---------- SUPPLIED DATA ----------

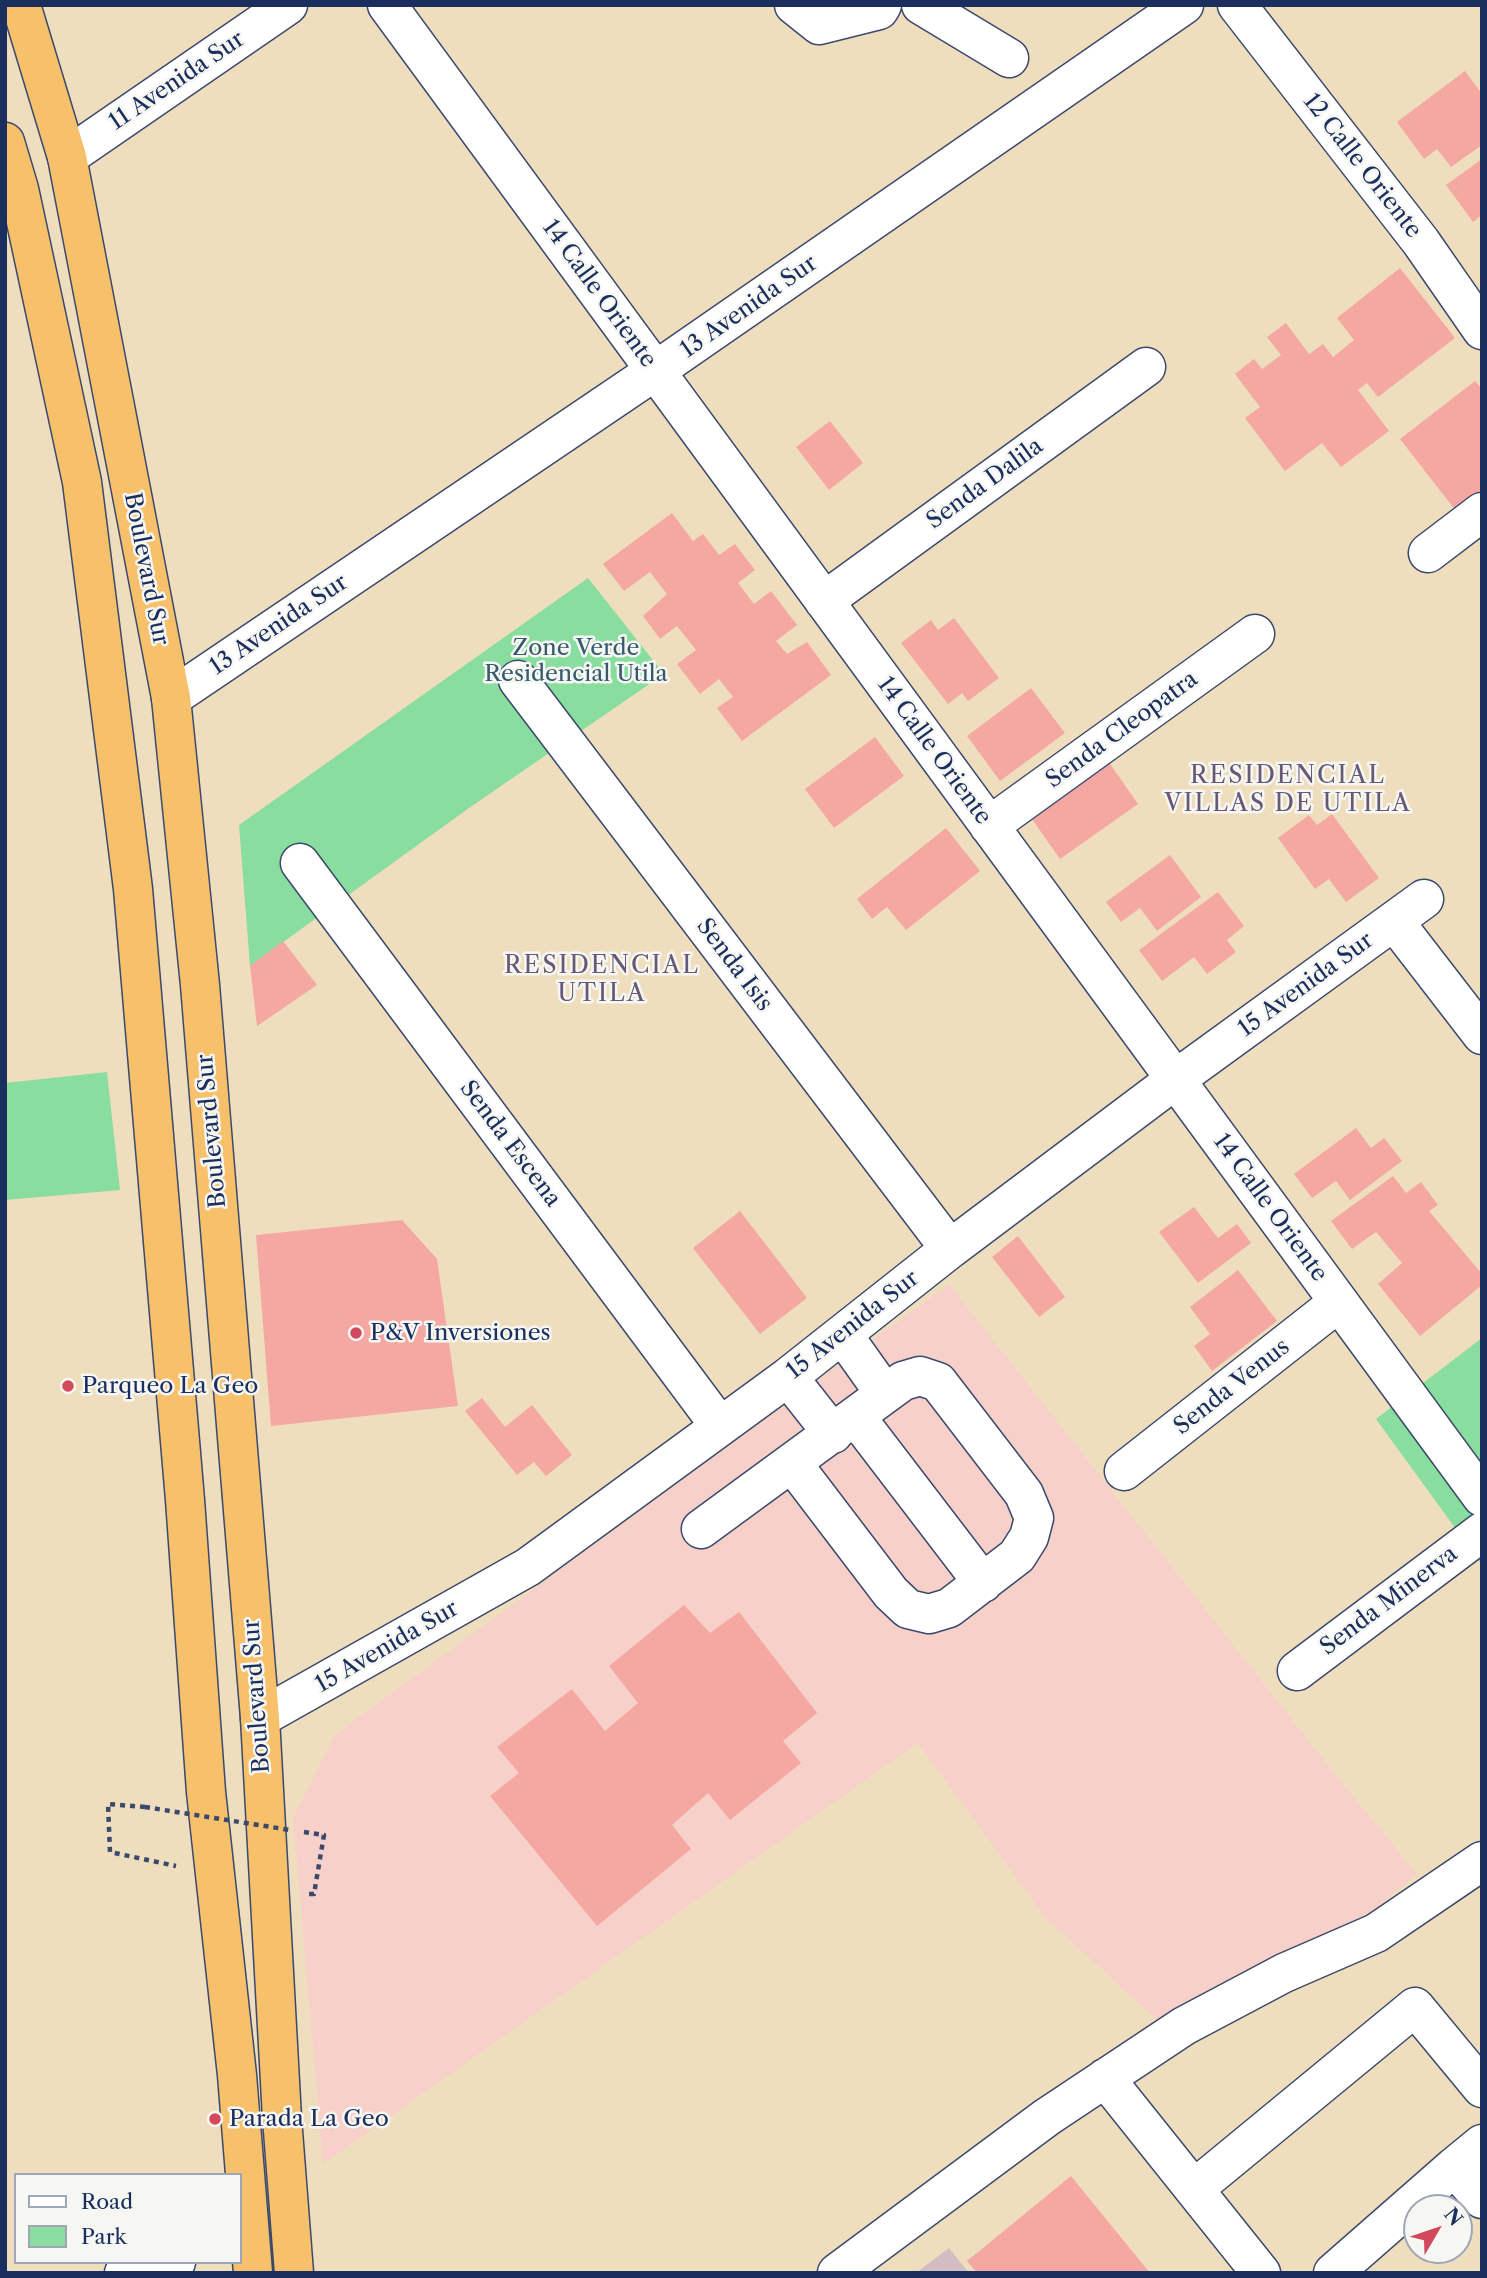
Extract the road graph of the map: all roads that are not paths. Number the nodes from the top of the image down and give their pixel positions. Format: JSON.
{"nodes":[{"id":1,"x":21,"y":5,"type":"edge"},
{"id":2,"x":288,"y":5,"type":"edge"},
{"id":3,"x":387,"y":5,"type":"edge"},
{"id":4,"x":794,"y":5,"type":"edge"},
{"id":5,"x":882,"y":5,"type":"edge"},
{"id":6,"x":920,"y":5,"type":"edge"},
{"id":7,"x":1184,"y":5,"type":"edge"},
{"id":8,"x":1237,"y":5,"type":"edge"},
{"id":9,"x":1009,"y":58,"type":"dead end"},
{"id":10,"x":5,"y":142,"type":"edge"},
{"id":11,"x":66,"y":157,"type":"junction"},
{"id":12,"x":1482,"y":330,"type":"edge"},
{"id":13,"x":1146,"y":367,"type":"dead end"},
{"id":14,"x":655,"y":372,"type":"junction"},
{"id":15,"x":1482,"y":512,"type":"edge"},
{"id":16,"x":1428,"y":553,"type":"dead end"},
{"id":17,"x":824,"y":601,"type":"junction"},
{"id":18,"x":1255,"y":634,"type":"dead end"},
{"id":19,"x":518,"y":680,"type":"dead end"},
{"id":20,"x":171,"y":698,"type":"junction"},
{"id":21,"x":989,"y":826,"type":"junction"},
{"id":22,"x":300,"y":863,"type":"dead end"},
{"id":23,"x":1424,"y":899,"type":"dead end"},
{"id":24,"x":1394,"y":921,"type":"junction"},
{"id":25,"x":1482,"y":1035,"type":"edge"},
{"id":26,"x":1176,"y":1079,"type":"junction"},
{"id":27,"x":950,"y":1249,"type":"junction"},
{"id":28,"x":1339,"y":1302,"type":"junction"},
{"id":29,"x":843,"y":1335,"type":"junction"},
{"id":30,"x":788,"y":1377,"type":"junction"},
{"id":31,"x":886,"y":1394,"type":"junction"},
{"id":32,"x":719,"y":1425,"type":"junction"},
{"id":33,"x":844,"y":1426,"type":"junction"},
{"id":34,"x":792,"y":1463,"type":"junction"},
{"id":35,"x":1124,"y":1471,"type":"dead end"},
{"id":36,"x":1482,"y":1497,"type":"edge"},
{"id":37,"x":701,"y":1529,"type":"dead end"},
{"id":38,"x":1482,"y":1532,"type":"edge"},
{"id":39,"x":983,"y":1583,"type":"junction"},
{"id":40,"x":1297,"y":1671,"type":"dead end"},
{"id":41,"x":260,"y":1718,"type":"junction"},
{"id":42,"x":1482,"y":1861,"type":"edge"},
{"id":43,"x":1105,"y":2078,"type":"junction"},
{"id":44,"x":1482,"y":2088,"type":"edge"},
{"id":45,"x":1468,"y":2155,"type":"edge"},
{"id":46,"x":1194,"y":2189,"type":"junction"},
{"id":47,"x":1482,"y":2199,"type":"edge"},
{"id":48,"x":248,"y":2256,"type":"edge"},
{"id":49,"x":167,"y":2264,"type":"edge"},
{"id":50,"x":124,"y":2273,"type":"edge"},
{"id":51,"x":294,"y":2273,"type":"edge"},
{"id":52,"x":837,"y":2273,"type":"edge"},
{"id":53,"x":1261,"y":2273,"type":"edge"},
{"id":54,"x":1333,"y":2273,"type":"edge"}],
"edges":[{"from":1,"to":11,"type":"highway","name":"Boulevard Sur"},
{"from":2,"to":11,"type":"street","name":"11 Avenida Sur"},
{"from":3,"to":14,"type":"street","name":"14 Calle Oriente"},
{"from":4,"to":5,"type":"street"},
{"from":6,"to":9,"type":"street"},
{"from":7,"to":14,"type":"street","name":"13 Avenida Sur"},
{"from":8,"to":12,"type":"street","name":"12 Calle Oriente"},
{"from":10,"to":48,"type":"highway","name":"Boulevard Sur"},
{"from":11,"to":20,"type":"highway","name":"Boulevard Sur"},
{"from":13,"to":17,"type":"street","name":"Senda Dalila"},
{"from":14,"to":17,"type":"street","name":"14 Calle Oriente"},
{"from":14,"to":20,"type":"street","name":"13 Avenida Sur"},
{"from":15,"to":16,"type":"street"},
{"from":17,"to":21,"type":"street","name":"14 Calle Oriente"},
{"from":18,"to":21,"type":"street","name":"Senda Cleopatra"},
{"from":19,"to":27,"type":"street","name":"Senda Isis"},
{"from":20,"to":41,"type":"highway","name":"Boulevard Sur"},
{"from":21,"to":26,"type":"street","name":"14 Calle Oriente"},
{"from":22,"to":32,"type":"street","name":"Senda Escena"},
{"from":23,"to":24,"type":"street","name":"15 Avenida Sur"},
{"from":24,"to":25,"type":"street"},
{"from":24,"to":26,"type":"street","name":"15 Avenida Sur"},
{"from":26,"to":27,"type":"street","name":"15 Avenida Sur"},
{"from":26,"to":28,"type":"street","name":"14 Calle Oriente"},
{"from":27,"to":29,"type":"street","name":"15 Avenida Sur"},
{"from":28,"to":35,"type":"street","name":"Senda Venus"},
{"from":28,"to":36,"type":"street","name":"14 Calle Oriente"},
{"from":29,"to":30,"type":"street","name":"15 Avenida Sur"},
{"from":29,"to":31,"type":"street"},
{"from":30,"to":32,"type":"street","name":"15 Avenida Sur"},
{"from":30,"to":33,"type":"street"},
{"from":31,"to":33,"type":"street"},
{"from":31,"to":39,"type":"street"},
{"from":32,"to":41,"type":"street","name":"15 Avenida Sur"},
{"from":33,"to":34,"type":"street"},
{"from":33,"to":39,"type":"street"},
{"from":34,"to":37,"type":"street"},
{"from":34,"to":39,"type":"street"},
{"from":38,"to":40,"type":"street","name":"Senda Minerva"},
{"from":41,"to":51,"type":"highway","name":"Boulevard Sur"},
{"from":42,"to":43,"type":"street"},
{"from":43,"to":46,"type":"street"},
{"from":43,"to":52,"type":"street"},
{"from":44,"to":46,"type":"street"},
{"from":45,"to":47,"type":"street"},
{"from":45,"to":54,"type":"street"},
{"from":46,"to":53,"type":"street"},
{"from":49,"to":50,"type":"street"}]}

----------

> [YOUR ASSIGNMENT]: Your answer should be every line above, written out exactly, with no pictures.

> [EXERCISE OUTPUT]:
Extract the road graph of the map: all roads that are not paths. Number the nodes from the top of the image down and give their pixel positions. Format: JSON.
{"nodes":[{"id":1,"x":21,"y":5,"type":"edge"},
{"id":2,"x":288,"y":5,"type":"edge"},
{"id":3,"x":387,"y":5,"type":"edge"},
{"id":4,"x":794,"y":5,"type":"edge"},
{"id":5,"x":882,"y":5,"type":"edge"},
{"id":6,"x":920,"y":5,"type":"edge"},
{"id":7,"x":1184,"y":5,"type":"edge"},
{"id":8,"x":1237,"y":5,"type":"edge"},
{"id":9,"x":1009,"y":58,"type":"dead end"},
{"id":10,"x":5,"y":142,"type":"edge"},
{"id":11,"x":66,"y":157,"type":"junction"},
{"id":12,"x":1482,"y":330,"type":"edge"},
{"id":13,"x":1146,"y":367,"type":"dead end"},
{"id":14,"x":655,"y":372,"type":"junction"},
{"id":15,"x":1482,"y":512,"type":"edge"},
{"id":16,"x":1428,"y":553,"type":"dead end"},
{"id":17,"x":824,"y":601,"type":"junction"},
{"id":18,"x":1255,"y":634,"type":"dead end"},
{"id":19,"x":518,"y":680,"type":"dead end"},
{"id":20,"x":171,"y":698,"type":"junction"},
{"id":21,"x":989,"y":826,"type":"junction"},
{"id":22,"x":300,"y":863,"type":"dead end"},
{"id":23,"x":1424,"y":899,"type":"dead end"},
{"id":24,"x":1394,"y":921,"type":"junction"},
{"id":25,"x":1482,"y":1035,"type":"edge"},
{"id":26,"x":1176,"y":1079,"type":"junction"},
{"id":27,"x":950,"y":1249,"type":"junction"},
{"id":28,"x":1339,"y":1302,"type":"junction"},
{"id":29,"x":843,"y":1335,"type":"junction"},
{"id":30,"x":788,"y":1377,"type":"junction"},
{"id":31,"x":886,"y":1394,"type":"junction"},
{"id":32,"x":719,"y":1425,"type":"junction"},
{"id":33,"x":844,"y":1426,"type":"junction"},
{"id":34,"x":792,"y":1463,"type":"junction"},
{"id":35,"x":1124,"y":1471,"type":"dead end"},
{"id":36,"x":1482,"y":1497,"type":"edge"},
{"id":37,"x":701,"y":1529,"type":"dead end"},
{"id":38,"x":1482,"y":1532,"type":"edge"},
{"id":39,"x":983,"y":1583,"type":"junction"},
{"id":40,"x":1297,"y":1671,"type":"dead end"},
{"id":41,"x":260,"y":1718,"type":"junction"},
{"id":42,"x":1482,"y":1861,"type":"edge"},
{"id":43,"x":1105,"y":2078,"type":"junction"},
{"id":44,"x":1482,"y":2088,"type":"edge"},
{"id":45,"x":1468,"y":2155,"type":"edge"},
{"id":46,"x":1194,"y":2189,"type":"junction"},
{"id":47,"x":1482,"y":2199,"type":"edge"},
{"id":48,"x":248,"y":2256,"type":"edge"},
{"id":49,"x":167,"y":2264,"type":"edge"},
{"id":50,"x":124,"y":2273,"type":"edge"},
{"id":51,"x":294,"y":2273,"type":"edge"},
{"id":52,"x":837,"y":2273,"type":"edge"},
{"id":53,"x":1261,"y":2273,"type":"edge"},
{"id":54,"x":1333,"y":2273,"type":"edge"}],
"edges":[{"from":1,"to":11,"type":"highway","name":"Boulevard Sur"},
{"from":2,"to":11,"type":"street","name":"11 Avenida Sur"},
{"from":3,"to":14,"type":"street","name":"14 Calle Oriente"},
{"from":4,"to":5,"type":"street"},
{"from":6,"to":9,"type":"street"},
{"from":7,"to":14,"type":"street","name":"13 Avenida Sur"},
{"from":8,"to":12,"type":"street","name":"12 Calle Oriente"},
{"from":10,"to":48,"type":"highway","name":"Boulevard Sur"},
{"from":11,"to":20,"type":"highway","name":"Boulevard Sur"},
{"from":13,"to":17,"type":"street","name":"Senda Dalila"},
{"from":14,"to":17,"type":"street","name":"14 Calle Oriente"},
{"from":14,"to":20,"type":"street","name":"13 Avenida Sur"},
{"from":15,"to":16,"type":"street"},
{"from":17,"to":21,"type":"street","name":"14 Calle Oriente"},
{"from":18,"to":21,"type":"street","name":"Senda Cleopatra"},
{"from":19,"to":27,"type":"street","name":"Senda Isis"},
{"from":20,"to":41,"type":"highway","name":"Boulevard Sur"},
{"from":21,"to":26,"type":"street","name":"14 Calle Oriente"},
{"from":22,"to":32,"type":"street","name":"Senda Escena"},
{"from":23,"to":24,"type":"street","name":"15 Avenida Sur"},
{"from":24,"to":25,"type":"street"},
{"from":24,"to":26,"type":"street","name":"15 Avenida Sur"},
{"from":26,"to":27,"type":"street","name":"15 Avenida Sur"},
{"from":26,"to":28,"type":"street","name":"14 Calle Oriente"},
{"from":27,"to":29,"type":"street","name":"15 Avenida Sur"},
{"from":28,"to":35,"type":"street","name":"Senda Venus"},
{"from":28,"to":36,"type":"street","name":"14 Calle Oriente"},
{"from":29,"to":30,"type":"street","name":"15 Avenida Sur"},
{"from":29,"to":31,"type":"street"},
{"from":30,"to":32,"type":"street","name":"15 Avenida Sur"},
{"from":30,"to":33,"type":"street"},
{"from":31,"to":33,"type":"street"},
{"from":31,"to":39,"type":"street"},
{"from":32,"to":41,"type":"street","name":"15 Avenida Sur"},
{"from":33,"to":34,"type":"street"},
{"from":33,"to":39,"type":"street"},
{"from":34,"to":37,"type":"street"},
{"from":34,"to":39,"type":"street"},
{"from":38,"to":40,"type":"street","name":"Senda Minerva"},
{"from":41,"to":51,"type":"highway","name":"Boulevard Sur"},
{"from":42,"to":43,"type":"street"},
{"from":43,"to":46,"type":"street"},
{"from":43,"to":52,"type":"street"},
{"from":44,"to":46,"type":"street"},
{"from":45,"to":47,"type":"street"},
{"from":45,"to":54,"type":"street"},
{"from":46,"to":53,"type":"street"},
{"from":49,"to":50,"type":"street"}]}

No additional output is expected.